EXERCISE INPUTS ▸

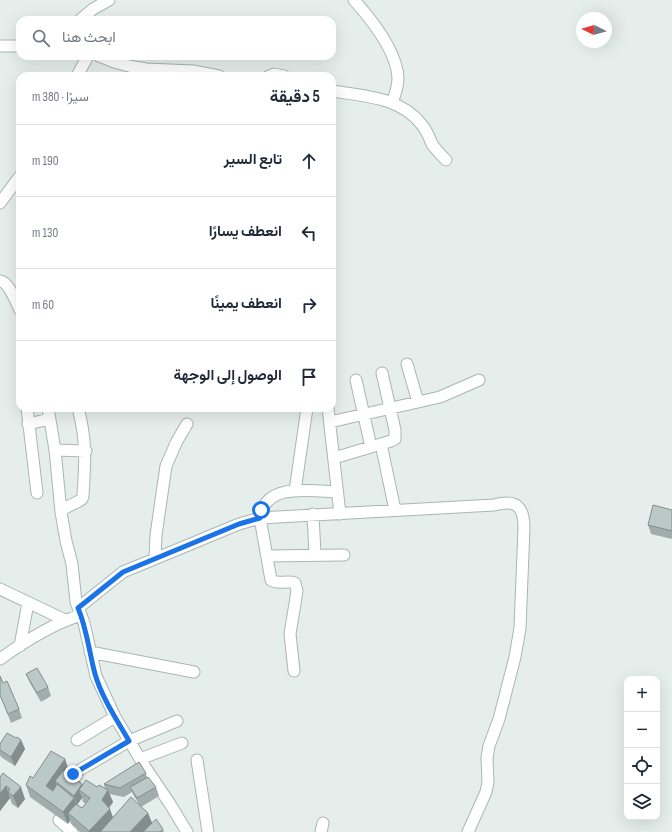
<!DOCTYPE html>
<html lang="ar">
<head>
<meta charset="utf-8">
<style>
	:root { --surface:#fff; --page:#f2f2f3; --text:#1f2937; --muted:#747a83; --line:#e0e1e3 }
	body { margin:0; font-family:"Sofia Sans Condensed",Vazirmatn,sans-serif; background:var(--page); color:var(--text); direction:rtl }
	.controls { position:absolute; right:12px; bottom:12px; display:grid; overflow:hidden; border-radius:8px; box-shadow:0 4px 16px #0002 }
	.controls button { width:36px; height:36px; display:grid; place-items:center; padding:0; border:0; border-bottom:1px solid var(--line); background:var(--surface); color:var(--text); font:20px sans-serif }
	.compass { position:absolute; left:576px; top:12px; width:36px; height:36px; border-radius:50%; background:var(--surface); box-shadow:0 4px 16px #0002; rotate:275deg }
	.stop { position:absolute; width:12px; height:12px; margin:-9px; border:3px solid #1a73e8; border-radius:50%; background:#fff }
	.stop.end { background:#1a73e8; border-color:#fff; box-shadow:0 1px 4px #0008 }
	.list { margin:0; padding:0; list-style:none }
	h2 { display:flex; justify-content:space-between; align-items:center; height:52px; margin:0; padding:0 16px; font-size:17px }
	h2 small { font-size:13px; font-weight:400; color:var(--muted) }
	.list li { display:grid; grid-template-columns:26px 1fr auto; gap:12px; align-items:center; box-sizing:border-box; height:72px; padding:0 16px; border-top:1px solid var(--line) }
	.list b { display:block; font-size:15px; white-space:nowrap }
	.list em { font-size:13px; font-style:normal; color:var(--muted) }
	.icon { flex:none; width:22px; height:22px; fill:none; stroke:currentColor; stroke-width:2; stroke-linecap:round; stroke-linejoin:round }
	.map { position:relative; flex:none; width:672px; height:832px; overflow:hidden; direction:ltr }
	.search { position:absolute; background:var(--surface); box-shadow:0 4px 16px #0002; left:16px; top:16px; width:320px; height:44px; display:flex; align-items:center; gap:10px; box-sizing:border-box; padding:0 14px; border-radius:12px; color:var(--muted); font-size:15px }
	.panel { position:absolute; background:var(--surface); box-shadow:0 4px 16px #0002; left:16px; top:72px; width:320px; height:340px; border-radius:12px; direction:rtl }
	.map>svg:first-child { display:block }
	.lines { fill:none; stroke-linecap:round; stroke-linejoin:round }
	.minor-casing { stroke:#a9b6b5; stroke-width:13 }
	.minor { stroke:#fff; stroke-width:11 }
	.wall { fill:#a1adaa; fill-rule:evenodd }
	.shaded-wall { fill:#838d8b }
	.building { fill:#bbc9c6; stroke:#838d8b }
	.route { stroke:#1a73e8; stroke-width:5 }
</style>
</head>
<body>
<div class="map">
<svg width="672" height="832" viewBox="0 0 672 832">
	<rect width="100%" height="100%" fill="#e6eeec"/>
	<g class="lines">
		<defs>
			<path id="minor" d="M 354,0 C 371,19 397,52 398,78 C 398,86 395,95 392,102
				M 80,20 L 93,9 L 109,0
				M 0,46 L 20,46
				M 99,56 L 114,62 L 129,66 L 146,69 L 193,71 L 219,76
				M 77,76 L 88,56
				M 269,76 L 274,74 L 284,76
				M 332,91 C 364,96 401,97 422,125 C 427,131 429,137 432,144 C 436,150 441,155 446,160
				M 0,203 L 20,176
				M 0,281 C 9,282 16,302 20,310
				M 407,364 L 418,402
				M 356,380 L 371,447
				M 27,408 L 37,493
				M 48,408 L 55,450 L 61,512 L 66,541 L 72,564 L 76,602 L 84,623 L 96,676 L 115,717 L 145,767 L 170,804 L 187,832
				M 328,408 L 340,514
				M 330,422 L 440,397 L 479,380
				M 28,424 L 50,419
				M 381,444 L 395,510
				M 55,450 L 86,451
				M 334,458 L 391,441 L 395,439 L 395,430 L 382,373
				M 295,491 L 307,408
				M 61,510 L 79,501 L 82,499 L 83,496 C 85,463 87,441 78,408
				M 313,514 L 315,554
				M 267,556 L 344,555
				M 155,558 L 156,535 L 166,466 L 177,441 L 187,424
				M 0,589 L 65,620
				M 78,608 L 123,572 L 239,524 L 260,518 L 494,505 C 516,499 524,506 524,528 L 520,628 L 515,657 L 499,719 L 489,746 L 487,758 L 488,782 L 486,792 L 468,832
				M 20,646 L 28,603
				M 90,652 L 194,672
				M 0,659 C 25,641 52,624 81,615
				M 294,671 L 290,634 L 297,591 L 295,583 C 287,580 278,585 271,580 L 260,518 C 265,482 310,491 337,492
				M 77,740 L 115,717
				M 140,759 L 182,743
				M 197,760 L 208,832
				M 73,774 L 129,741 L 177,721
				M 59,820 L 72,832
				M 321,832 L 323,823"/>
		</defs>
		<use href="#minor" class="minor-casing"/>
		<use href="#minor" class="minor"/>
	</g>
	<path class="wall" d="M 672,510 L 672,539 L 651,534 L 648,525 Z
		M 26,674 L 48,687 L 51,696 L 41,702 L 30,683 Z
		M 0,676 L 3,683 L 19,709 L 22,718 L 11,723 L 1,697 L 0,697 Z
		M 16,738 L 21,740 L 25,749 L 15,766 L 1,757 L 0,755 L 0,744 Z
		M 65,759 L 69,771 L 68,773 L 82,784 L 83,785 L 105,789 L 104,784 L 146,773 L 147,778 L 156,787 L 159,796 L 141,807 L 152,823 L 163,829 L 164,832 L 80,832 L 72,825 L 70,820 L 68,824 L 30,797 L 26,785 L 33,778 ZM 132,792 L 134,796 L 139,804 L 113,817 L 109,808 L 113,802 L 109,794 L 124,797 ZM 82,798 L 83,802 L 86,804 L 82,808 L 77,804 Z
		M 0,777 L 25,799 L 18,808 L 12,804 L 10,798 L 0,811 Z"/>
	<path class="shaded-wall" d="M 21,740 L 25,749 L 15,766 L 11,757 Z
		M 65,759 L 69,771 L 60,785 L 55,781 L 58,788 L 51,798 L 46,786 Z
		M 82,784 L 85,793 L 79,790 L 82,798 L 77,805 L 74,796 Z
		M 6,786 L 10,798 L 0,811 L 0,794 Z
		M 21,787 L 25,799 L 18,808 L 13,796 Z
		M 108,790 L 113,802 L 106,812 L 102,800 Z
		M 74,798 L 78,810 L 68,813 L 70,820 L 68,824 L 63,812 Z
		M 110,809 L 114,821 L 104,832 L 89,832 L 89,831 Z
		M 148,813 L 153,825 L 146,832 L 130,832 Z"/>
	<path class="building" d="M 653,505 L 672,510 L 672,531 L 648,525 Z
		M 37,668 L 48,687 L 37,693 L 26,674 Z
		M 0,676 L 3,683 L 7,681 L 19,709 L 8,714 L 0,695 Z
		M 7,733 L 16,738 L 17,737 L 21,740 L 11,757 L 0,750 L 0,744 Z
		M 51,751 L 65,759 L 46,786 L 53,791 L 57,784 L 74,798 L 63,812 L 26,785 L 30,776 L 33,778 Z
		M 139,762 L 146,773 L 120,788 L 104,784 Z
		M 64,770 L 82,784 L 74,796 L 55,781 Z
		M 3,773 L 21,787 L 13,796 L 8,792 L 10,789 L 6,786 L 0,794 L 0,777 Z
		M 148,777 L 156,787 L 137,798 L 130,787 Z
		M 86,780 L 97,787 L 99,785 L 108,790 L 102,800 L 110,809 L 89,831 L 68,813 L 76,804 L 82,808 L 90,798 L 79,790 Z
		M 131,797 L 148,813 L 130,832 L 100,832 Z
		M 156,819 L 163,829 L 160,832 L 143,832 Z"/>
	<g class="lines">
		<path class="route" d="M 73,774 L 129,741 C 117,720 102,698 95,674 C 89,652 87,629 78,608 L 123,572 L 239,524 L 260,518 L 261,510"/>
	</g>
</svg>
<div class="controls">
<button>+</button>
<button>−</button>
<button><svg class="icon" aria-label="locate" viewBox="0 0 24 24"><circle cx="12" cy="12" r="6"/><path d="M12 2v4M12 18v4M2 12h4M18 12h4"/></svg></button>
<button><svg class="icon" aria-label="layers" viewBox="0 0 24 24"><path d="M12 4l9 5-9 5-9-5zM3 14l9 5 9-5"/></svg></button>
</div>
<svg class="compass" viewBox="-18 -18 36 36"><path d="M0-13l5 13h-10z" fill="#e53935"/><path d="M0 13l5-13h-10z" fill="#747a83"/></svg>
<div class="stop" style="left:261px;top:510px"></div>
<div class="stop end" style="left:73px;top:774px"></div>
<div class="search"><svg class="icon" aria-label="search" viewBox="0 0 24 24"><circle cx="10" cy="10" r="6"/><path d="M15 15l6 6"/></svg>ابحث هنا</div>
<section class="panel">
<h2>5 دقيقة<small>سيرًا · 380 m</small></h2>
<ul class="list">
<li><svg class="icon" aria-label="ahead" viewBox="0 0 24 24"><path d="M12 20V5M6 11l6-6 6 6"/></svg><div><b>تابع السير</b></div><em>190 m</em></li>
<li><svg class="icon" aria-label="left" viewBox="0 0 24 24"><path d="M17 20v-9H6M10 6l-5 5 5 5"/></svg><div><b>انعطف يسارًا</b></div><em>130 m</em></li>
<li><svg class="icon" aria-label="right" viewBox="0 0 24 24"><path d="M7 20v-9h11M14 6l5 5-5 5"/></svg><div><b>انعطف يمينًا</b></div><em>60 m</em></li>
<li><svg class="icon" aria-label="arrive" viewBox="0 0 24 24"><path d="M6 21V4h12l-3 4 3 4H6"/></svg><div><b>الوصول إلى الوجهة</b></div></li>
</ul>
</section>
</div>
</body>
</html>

DIRECTIONS ▸
Among the entries above, locate the lines containing "20V5M6 11l6-6 6" and "20v-9H6M10 6l-5 5", and transcribe exactly those two lines and all lines between.

RESPONSE TO THE EXERCISE ▸
<li><svg class="icon" aria-label="ahead" viewBox="0 0 24 24"><path d="M12 20V5M6 11l6-6 6 6"/></svg><div><b>تابع السير</b></div><em>190 m</em></li>
<li><svg class="icon" aria-label="left" viewBox="0 0 24 24"><path d="M17 20v-9H6M10 6l-5 5 5 5"/></svg><div><b>انعطف يسارًا</b></div><em>130 m</em></li>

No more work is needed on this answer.